*Work item:* Look for the word "Bremer" in the data below, and copy every line that holds it.

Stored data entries

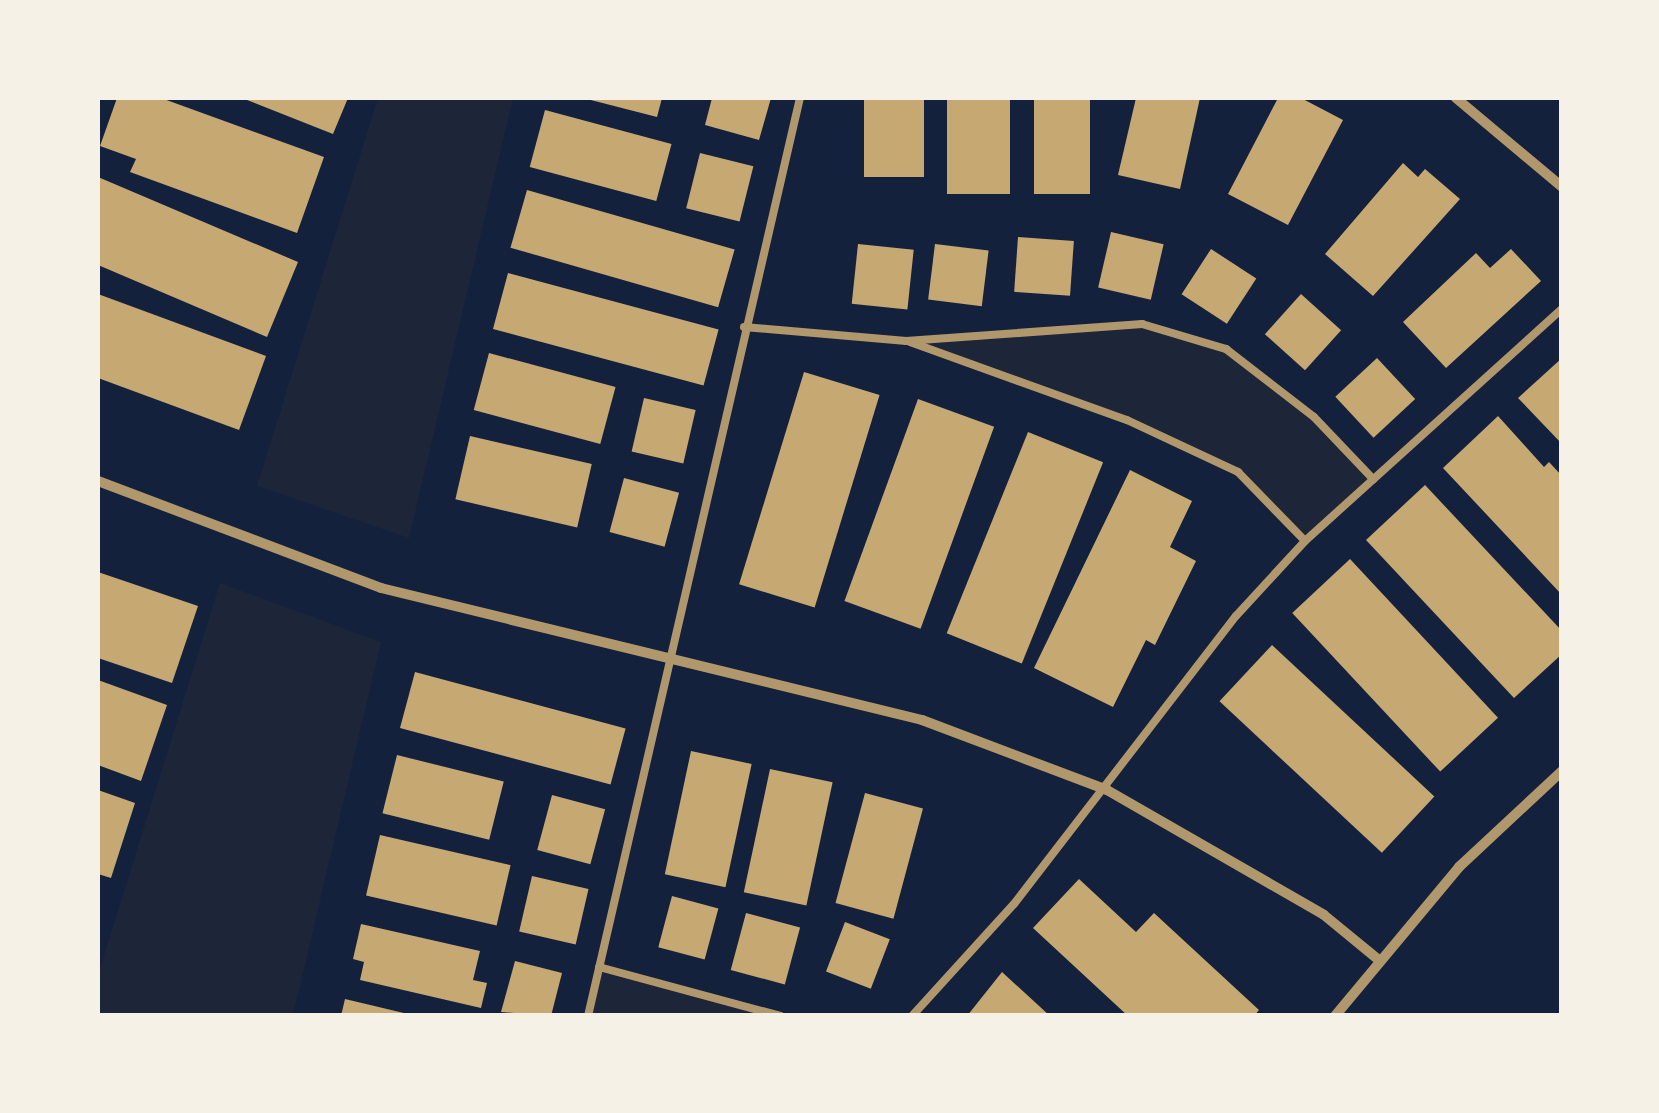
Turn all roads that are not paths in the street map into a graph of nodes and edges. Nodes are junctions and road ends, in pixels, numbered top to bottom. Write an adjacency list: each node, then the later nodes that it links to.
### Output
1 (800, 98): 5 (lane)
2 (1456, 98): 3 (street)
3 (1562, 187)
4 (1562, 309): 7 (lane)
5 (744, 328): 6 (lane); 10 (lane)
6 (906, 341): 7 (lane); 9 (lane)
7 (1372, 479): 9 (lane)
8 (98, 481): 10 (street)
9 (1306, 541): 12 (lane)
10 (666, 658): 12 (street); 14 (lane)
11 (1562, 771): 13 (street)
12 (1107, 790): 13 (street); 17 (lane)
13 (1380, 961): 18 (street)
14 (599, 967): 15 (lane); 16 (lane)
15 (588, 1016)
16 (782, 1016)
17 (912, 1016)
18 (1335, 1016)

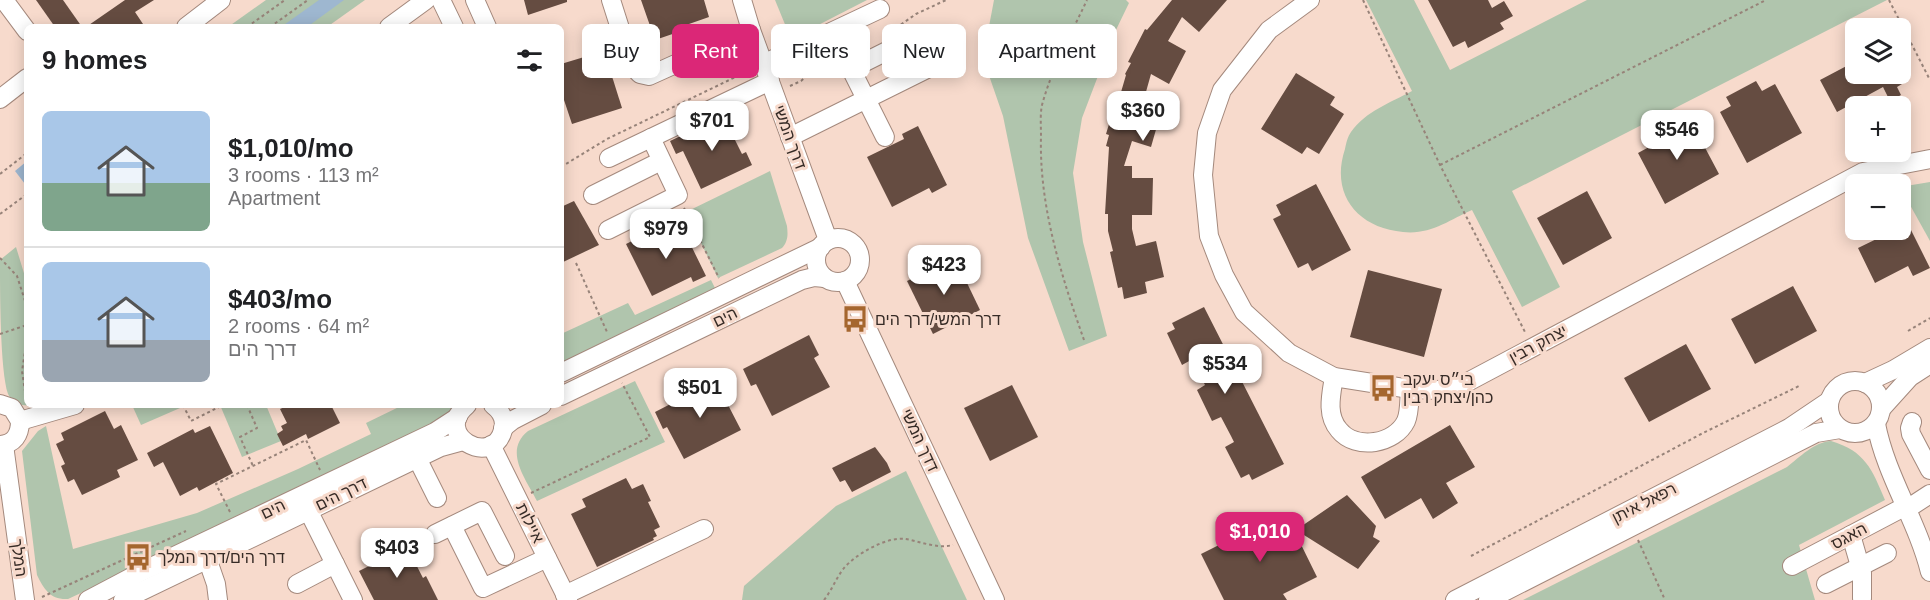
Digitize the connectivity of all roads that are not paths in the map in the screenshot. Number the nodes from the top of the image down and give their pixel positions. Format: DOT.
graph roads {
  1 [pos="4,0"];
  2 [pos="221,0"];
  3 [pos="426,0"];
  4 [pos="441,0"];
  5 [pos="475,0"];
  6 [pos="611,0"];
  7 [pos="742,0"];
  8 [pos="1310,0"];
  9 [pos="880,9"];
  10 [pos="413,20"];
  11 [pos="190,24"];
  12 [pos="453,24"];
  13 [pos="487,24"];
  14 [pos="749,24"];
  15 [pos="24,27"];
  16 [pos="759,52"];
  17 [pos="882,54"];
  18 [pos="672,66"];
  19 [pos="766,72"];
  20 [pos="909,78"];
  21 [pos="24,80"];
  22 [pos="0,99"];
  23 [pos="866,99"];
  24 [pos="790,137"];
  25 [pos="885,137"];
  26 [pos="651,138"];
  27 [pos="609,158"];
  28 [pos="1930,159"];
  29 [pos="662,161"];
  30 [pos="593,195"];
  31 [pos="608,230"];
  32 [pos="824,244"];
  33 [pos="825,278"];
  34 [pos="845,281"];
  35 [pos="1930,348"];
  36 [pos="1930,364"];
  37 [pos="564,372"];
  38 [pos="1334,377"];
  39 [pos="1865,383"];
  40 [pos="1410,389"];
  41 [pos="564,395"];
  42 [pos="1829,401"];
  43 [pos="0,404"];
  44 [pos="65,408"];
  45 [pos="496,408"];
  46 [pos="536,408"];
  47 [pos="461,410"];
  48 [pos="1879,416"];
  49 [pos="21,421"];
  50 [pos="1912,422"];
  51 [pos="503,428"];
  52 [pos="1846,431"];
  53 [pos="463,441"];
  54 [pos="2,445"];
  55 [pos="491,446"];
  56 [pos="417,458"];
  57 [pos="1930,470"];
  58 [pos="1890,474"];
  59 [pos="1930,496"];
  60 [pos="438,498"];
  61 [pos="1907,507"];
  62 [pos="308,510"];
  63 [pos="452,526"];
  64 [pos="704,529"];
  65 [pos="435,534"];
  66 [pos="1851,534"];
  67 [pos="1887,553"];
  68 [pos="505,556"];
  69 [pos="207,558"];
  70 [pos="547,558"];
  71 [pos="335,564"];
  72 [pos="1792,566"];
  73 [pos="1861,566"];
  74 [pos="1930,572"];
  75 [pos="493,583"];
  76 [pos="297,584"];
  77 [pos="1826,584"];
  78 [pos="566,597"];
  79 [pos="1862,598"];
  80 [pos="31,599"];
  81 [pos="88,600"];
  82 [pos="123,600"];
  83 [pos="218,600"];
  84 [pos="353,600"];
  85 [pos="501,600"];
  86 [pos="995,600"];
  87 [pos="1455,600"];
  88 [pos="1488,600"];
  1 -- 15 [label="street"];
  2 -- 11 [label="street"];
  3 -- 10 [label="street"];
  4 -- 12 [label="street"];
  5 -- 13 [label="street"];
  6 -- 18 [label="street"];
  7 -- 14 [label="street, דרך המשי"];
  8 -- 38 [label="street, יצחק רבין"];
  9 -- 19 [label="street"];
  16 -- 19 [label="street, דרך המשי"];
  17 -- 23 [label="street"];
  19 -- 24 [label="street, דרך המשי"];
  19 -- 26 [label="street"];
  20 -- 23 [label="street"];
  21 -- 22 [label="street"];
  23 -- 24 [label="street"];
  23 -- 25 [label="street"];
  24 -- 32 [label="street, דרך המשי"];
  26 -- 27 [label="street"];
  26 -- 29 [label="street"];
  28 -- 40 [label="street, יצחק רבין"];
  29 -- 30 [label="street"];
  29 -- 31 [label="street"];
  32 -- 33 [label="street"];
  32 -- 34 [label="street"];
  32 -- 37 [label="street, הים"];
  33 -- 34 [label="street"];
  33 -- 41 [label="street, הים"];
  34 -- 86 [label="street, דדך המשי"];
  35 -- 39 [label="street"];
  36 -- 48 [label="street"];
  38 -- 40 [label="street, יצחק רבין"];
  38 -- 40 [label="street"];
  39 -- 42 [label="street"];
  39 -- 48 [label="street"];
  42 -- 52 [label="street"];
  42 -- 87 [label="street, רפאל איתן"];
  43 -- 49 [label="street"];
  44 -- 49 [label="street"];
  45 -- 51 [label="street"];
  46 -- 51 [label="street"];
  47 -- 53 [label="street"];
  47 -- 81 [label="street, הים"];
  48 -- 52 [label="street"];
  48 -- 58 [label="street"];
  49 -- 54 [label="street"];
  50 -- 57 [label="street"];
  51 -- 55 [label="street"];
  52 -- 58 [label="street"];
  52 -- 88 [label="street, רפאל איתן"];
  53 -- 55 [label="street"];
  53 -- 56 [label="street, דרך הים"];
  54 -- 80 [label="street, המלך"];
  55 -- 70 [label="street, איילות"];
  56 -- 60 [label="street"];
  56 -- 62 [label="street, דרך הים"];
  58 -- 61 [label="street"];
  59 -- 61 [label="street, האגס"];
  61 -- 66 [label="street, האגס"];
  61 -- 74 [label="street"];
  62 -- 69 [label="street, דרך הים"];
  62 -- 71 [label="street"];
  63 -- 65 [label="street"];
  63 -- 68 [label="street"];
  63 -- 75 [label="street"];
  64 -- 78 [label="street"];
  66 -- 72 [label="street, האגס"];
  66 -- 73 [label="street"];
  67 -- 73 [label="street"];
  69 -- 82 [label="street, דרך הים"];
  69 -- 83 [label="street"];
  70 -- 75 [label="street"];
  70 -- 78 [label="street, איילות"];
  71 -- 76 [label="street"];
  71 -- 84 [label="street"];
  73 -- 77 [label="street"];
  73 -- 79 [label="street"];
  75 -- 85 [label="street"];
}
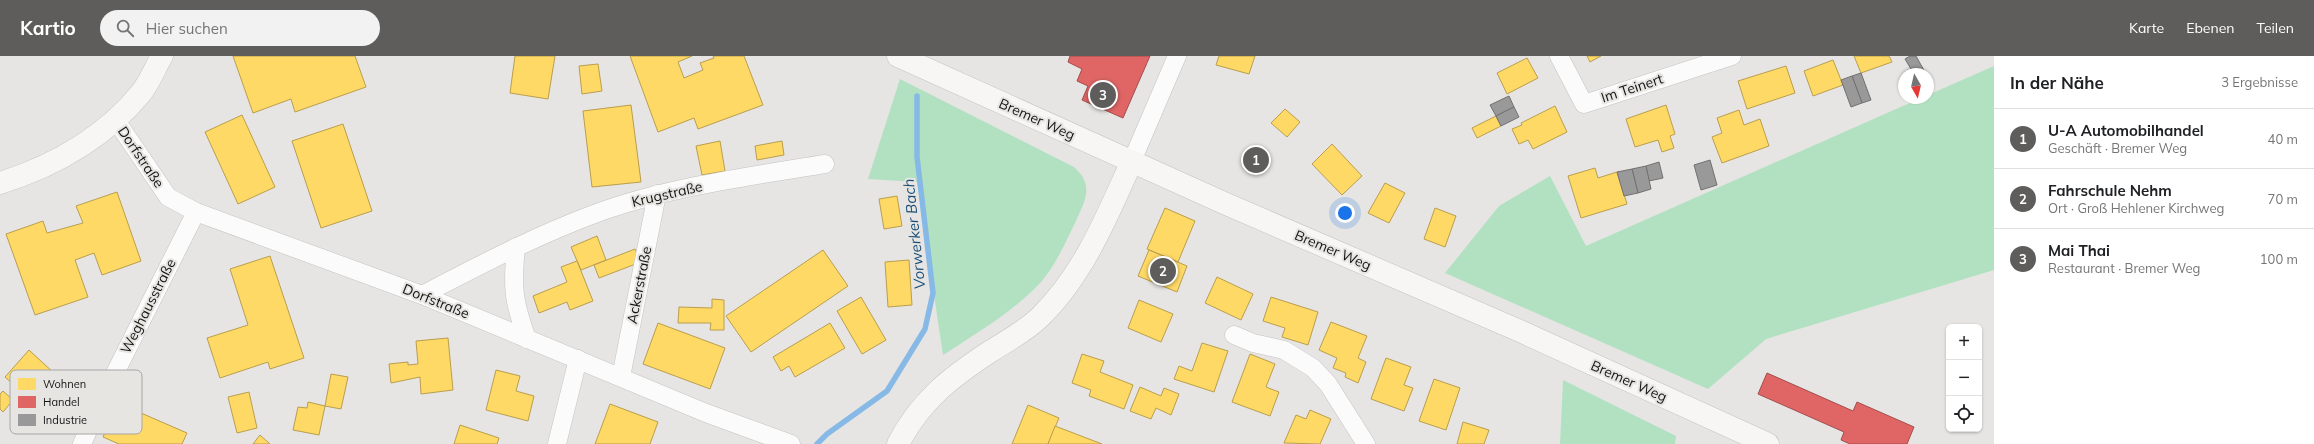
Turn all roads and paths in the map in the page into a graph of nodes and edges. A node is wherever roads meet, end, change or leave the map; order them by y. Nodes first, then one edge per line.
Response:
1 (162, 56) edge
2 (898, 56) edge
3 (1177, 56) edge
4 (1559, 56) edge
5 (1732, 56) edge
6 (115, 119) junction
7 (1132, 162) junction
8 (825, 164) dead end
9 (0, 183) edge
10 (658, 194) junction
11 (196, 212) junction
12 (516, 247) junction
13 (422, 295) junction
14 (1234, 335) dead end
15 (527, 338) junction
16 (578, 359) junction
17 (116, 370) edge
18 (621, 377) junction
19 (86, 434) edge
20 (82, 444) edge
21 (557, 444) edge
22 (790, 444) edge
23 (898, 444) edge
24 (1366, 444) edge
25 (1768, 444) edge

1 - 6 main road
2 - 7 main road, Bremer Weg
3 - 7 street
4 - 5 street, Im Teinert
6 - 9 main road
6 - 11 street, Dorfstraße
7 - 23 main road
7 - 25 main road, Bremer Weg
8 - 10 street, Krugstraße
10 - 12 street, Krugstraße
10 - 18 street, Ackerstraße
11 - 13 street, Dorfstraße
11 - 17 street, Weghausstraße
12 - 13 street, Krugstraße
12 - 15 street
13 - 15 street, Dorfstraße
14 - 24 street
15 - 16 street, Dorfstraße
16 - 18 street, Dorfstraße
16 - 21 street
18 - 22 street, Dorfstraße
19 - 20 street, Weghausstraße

*Result of this task:*
2 - 7 main road, Bremer Weg
7 - 25 main road, Bremer Weg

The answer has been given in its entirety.